9th December, 2014
The Minister of Aviation, Osita Chidoka, on Tuesday said that the ministry would not relent in its effort to break the corruption chain in the aviation sector by 2015.
Chidoka said this at the inauguration of the anti-corruption intervention campaign in aviation sector in conjunction with the Independent Corrupt Practices and Other Related Offences Commission (ICPC) in Lagos.
NAN reports that the campaign was organised by ICPC to mark the United Nations Anti-Corruption Day.
He said the campaign became necessary because the industry was in a worrisome situation to corruption activities.
The minister said that as the country’s oil revenue began to deplete, Nigerians should begin to realise that there was more reasons for the country to build institutions that would sustain good governance.
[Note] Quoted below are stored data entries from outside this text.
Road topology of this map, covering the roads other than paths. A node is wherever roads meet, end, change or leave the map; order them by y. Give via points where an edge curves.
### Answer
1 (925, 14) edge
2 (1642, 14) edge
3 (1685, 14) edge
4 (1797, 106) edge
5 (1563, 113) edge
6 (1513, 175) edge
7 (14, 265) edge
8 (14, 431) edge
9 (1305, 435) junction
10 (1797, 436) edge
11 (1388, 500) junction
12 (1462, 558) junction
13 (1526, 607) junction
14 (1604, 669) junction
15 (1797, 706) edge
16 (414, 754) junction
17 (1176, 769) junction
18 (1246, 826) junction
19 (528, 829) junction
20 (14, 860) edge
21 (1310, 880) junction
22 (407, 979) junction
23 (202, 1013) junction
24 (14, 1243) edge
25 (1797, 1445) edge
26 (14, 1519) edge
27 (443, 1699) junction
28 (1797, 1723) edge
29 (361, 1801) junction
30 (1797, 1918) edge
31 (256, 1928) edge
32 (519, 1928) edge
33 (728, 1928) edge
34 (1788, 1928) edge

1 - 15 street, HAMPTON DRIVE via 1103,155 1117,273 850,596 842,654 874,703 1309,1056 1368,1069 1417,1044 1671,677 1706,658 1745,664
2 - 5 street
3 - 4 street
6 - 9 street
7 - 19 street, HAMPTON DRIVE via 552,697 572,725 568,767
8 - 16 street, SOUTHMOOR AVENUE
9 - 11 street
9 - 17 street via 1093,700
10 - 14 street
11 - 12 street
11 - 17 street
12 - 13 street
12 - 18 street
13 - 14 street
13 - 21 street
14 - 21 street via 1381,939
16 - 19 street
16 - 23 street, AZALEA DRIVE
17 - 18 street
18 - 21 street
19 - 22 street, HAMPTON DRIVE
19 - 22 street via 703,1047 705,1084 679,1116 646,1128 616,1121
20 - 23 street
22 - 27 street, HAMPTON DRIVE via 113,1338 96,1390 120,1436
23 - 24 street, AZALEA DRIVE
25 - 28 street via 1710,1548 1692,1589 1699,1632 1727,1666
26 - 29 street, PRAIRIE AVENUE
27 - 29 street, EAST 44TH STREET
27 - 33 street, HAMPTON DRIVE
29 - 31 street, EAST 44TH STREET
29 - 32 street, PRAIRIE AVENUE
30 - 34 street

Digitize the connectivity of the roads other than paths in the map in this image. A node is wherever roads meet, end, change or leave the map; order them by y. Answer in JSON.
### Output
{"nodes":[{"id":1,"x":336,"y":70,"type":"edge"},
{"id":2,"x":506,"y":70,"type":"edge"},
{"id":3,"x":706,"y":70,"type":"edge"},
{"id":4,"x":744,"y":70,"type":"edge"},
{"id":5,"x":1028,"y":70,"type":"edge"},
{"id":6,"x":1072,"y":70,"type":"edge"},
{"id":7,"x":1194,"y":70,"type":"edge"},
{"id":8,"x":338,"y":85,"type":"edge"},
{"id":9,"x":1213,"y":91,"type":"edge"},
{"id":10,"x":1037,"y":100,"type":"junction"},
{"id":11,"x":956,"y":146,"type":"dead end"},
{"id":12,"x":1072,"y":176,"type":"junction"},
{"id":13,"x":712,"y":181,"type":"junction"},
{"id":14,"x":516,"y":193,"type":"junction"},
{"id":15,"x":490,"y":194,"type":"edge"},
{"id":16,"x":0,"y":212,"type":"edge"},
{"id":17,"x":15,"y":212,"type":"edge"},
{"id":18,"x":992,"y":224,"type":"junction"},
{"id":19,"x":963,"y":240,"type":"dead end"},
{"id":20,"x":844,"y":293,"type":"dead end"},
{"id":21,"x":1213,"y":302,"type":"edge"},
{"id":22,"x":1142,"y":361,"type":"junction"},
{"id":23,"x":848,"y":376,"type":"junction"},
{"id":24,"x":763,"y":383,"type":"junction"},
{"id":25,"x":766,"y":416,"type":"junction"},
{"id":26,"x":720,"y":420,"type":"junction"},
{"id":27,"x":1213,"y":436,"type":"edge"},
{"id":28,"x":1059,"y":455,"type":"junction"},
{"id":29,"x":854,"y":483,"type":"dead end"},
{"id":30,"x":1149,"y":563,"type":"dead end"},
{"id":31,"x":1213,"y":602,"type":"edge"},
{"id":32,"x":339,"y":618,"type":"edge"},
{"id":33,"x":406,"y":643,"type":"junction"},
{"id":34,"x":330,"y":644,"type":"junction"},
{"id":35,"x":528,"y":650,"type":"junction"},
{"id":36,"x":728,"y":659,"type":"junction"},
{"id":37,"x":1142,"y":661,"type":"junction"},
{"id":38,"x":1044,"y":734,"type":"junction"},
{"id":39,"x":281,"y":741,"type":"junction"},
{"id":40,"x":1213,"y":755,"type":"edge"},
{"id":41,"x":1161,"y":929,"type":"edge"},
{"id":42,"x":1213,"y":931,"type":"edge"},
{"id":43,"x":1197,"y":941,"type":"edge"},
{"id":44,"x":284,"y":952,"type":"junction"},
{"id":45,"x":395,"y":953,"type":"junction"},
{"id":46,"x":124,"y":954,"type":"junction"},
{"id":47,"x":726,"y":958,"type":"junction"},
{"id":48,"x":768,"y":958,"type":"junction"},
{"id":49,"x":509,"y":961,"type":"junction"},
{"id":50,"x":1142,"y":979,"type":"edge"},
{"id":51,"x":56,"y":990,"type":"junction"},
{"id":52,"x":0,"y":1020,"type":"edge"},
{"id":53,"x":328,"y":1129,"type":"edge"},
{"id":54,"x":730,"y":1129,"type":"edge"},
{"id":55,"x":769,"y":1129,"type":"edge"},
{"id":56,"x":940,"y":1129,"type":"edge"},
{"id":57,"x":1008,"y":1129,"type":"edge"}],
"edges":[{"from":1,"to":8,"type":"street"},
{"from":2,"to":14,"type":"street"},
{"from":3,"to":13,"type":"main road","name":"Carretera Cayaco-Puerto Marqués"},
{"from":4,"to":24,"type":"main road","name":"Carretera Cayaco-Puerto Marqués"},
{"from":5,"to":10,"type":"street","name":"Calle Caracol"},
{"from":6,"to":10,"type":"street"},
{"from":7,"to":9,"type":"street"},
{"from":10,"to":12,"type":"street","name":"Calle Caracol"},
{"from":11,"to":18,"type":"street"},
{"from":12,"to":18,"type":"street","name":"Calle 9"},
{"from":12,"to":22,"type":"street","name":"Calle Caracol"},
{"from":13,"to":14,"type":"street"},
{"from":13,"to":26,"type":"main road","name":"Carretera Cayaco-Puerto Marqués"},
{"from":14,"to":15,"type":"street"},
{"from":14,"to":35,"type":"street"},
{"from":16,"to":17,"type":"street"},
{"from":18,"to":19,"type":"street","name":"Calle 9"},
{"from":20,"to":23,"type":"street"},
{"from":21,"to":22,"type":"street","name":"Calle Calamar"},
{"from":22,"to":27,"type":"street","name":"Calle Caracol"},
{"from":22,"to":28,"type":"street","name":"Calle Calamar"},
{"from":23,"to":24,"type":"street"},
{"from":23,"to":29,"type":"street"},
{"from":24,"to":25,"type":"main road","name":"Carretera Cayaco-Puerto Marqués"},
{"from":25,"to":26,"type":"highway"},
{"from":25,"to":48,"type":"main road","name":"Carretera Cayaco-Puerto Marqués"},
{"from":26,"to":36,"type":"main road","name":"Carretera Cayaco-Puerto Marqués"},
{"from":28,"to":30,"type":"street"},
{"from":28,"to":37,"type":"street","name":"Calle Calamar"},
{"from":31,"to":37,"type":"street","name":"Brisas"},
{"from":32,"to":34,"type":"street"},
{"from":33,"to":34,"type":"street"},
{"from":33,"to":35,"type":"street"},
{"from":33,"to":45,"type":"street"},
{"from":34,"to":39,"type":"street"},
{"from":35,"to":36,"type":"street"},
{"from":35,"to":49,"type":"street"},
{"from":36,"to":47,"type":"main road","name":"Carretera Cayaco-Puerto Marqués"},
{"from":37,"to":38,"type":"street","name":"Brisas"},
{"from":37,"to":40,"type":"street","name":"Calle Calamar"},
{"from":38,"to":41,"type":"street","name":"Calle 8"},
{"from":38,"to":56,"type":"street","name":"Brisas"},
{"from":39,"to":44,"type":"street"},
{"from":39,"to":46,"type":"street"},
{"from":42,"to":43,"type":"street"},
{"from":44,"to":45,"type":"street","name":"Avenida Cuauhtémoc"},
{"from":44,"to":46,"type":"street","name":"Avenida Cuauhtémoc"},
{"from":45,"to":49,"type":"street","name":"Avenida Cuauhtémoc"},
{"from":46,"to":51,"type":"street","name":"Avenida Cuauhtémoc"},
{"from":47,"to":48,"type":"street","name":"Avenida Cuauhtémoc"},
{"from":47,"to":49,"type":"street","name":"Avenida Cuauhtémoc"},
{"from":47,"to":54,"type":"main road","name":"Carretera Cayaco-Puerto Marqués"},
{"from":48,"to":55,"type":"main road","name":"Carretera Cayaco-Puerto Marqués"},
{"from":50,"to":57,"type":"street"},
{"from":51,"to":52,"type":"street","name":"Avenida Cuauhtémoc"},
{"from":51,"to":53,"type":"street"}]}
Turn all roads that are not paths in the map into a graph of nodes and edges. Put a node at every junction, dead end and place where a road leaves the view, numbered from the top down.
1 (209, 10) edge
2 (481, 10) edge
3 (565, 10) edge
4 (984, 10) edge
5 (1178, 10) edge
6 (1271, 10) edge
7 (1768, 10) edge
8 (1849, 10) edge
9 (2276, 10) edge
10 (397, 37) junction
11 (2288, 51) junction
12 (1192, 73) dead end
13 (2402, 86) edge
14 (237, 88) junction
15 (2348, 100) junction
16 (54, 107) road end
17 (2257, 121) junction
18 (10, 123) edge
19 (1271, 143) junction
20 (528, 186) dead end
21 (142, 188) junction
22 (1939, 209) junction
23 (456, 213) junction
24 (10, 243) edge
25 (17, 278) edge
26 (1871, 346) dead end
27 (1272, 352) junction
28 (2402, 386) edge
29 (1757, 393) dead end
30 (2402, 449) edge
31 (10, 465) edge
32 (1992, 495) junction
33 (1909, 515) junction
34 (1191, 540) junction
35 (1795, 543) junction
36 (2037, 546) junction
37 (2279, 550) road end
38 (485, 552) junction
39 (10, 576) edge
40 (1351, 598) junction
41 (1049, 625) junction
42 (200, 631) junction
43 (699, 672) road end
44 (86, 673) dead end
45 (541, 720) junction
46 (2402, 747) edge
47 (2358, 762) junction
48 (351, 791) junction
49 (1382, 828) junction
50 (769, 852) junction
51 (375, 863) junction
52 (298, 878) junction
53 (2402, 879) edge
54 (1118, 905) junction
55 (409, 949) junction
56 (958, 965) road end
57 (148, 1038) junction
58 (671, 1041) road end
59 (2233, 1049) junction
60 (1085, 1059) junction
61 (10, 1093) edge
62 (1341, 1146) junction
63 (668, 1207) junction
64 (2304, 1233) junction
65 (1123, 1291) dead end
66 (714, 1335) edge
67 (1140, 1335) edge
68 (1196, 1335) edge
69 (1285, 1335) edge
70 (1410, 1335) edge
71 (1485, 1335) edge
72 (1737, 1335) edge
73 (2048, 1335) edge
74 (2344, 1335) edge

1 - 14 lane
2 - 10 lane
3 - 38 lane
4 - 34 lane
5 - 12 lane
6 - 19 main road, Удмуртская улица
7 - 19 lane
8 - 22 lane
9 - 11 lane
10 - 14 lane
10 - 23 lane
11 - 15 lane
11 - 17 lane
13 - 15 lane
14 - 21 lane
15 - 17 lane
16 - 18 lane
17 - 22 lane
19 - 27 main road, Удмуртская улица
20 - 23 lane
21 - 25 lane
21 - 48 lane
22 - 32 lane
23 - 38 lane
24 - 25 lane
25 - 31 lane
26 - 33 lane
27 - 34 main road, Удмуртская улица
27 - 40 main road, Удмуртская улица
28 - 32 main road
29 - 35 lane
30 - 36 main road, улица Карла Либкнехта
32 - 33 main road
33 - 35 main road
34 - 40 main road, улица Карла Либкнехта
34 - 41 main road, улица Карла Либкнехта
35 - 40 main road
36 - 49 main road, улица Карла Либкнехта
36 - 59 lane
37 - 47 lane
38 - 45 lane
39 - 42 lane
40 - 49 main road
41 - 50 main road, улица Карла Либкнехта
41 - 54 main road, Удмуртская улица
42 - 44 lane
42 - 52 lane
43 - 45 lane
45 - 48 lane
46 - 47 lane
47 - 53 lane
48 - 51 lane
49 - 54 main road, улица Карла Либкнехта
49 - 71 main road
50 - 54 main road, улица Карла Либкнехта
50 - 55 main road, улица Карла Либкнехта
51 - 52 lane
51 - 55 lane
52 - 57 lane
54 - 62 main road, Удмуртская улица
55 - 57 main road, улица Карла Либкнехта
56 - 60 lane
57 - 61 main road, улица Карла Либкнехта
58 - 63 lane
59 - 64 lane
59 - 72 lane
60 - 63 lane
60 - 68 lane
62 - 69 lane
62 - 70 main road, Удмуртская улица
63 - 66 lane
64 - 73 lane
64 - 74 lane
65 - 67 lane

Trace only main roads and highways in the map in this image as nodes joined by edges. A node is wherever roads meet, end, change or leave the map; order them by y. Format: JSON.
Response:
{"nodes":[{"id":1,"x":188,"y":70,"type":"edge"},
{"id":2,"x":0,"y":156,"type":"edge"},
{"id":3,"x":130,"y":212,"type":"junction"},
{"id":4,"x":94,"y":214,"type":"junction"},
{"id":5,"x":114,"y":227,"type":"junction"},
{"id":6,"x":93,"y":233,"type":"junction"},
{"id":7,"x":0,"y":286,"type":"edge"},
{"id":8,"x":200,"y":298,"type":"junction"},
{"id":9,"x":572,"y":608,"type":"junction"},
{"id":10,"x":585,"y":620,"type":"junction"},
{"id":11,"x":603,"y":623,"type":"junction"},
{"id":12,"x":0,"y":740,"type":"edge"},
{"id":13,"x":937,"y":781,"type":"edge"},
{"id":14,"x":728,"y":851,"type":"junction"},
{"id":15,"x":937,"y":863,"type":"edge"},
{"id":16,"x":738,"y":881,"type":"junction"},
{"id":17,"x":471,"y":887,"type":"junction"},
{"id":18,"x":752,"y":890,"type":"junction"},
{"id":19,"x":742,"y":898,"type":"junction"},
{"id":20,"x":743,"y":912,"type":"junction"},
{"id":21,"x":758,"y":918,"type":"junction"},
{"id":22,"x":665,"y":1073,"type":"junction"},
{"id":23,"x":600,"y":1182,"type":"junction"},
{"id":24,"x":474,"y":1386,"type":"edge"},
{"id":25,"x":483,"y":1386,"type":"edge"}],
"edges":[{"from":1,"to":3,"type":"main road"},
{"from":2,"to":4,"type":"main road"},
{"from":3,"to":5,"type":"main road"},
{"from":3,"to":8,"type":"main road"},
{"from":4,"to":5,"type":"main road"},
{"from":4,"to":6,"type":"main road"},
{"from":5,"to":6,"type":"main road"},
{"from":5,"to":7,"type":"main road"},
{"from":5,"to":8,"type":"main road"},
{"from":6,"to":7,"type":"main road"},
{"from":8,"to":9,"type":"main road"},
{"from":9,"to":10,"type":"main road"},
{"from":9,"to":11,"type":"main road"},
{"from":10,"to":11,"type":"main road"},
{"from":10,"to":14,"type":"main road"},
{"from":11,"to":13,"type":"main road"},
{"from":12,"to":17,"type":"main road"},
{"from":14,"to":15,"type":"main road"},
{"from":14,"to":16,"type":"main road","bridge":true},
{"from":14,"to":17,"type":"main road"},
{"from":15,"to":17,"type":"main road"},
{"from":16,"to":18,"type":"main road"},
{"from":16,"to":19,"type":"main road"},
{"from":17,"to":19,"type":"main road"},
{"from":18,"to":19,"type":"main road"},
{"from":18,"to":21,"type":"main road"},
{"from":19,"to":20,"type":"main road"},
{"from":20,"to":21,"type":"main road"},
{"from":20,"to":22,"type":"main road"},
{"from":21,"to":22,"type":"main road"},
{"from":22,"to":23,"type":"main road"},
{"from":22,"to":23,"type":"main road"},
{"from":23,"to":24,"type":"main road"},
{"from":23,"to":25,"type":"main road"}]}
He explained that reason the ministry was fighting corruption was because very few people in the industry always benefit at the expense of many. “The problem of corruption is that it does not spread the largesse to everybody while the few takes what is available for the many.
“It slows down the wind of progress, it can seals in a day what takes a life time to build. What our forefathers have suffered to build, corruption can destroy them in one day,” he said.
According to him, no matter all the efforts we put in, corruption has the propensity to swallow all our efforts.
He said that while the country was looking ahead, the industry must build today the organisation it wanted to see in the 20 years to come.
Chidoka disclosed that the South Africa Airport Authority had generated N21 million dollars with 2,225 employees, while Nigeria generated N28 million dollars with 5,255 employees.
“While South Africa industry contributes 2.1 per cent to the GDP which is about N5.1 billion a year, the giant of Africa, Nigeria contributes 0.4 per cent to the GDP.
“The Transparency International Corruption Perspective Index 2014, the top 10 countries are Denmark, New Zealand, Finland, Sweden, Norway, Switzerland, Singapore, Netherland, Luxembourg and Canada,” he said.
Chidoka said that after the introduction of the system, whoever breaches it, the ICPC would be available to exact punishment.
“What we are launching today is not about arresting people or holding on to people, it is about creating an alignment for us to know that whatever we do at the airports impact a lot on the country.
“We are not using the strategy of catch the fish because we could have a plan with the ICPC to send their men to the airport to arrest people that are collecting bribe from passengers but we are not doing so.
“We want the process of engagement, dialogue, education and enforcement because education without enforcement becomes entertainment,” he said.
The commission’s Chairman, Mr Ekpo Nta, said that the initiative for the anti-corruption intervention arouse out of a convergence of concerns about the need to strengthen the ethical consciousness of the private and public officials who work in the nation’s airports.
Nta said that this was in furtherance of the ongoing repositioning of the industry for greater contribution to the economy.
“Worldwide, the air industry is recognised as a major driver of economic growth, providing connectivity within and beyond borders.
“That will facilitate trade, tourism and myriad economic activities,” he said.
Nta said that although the sector was a key sector player in the country’s economy as it was yet to tap into its enormous potential of being significant contributor to the nation’s GDP.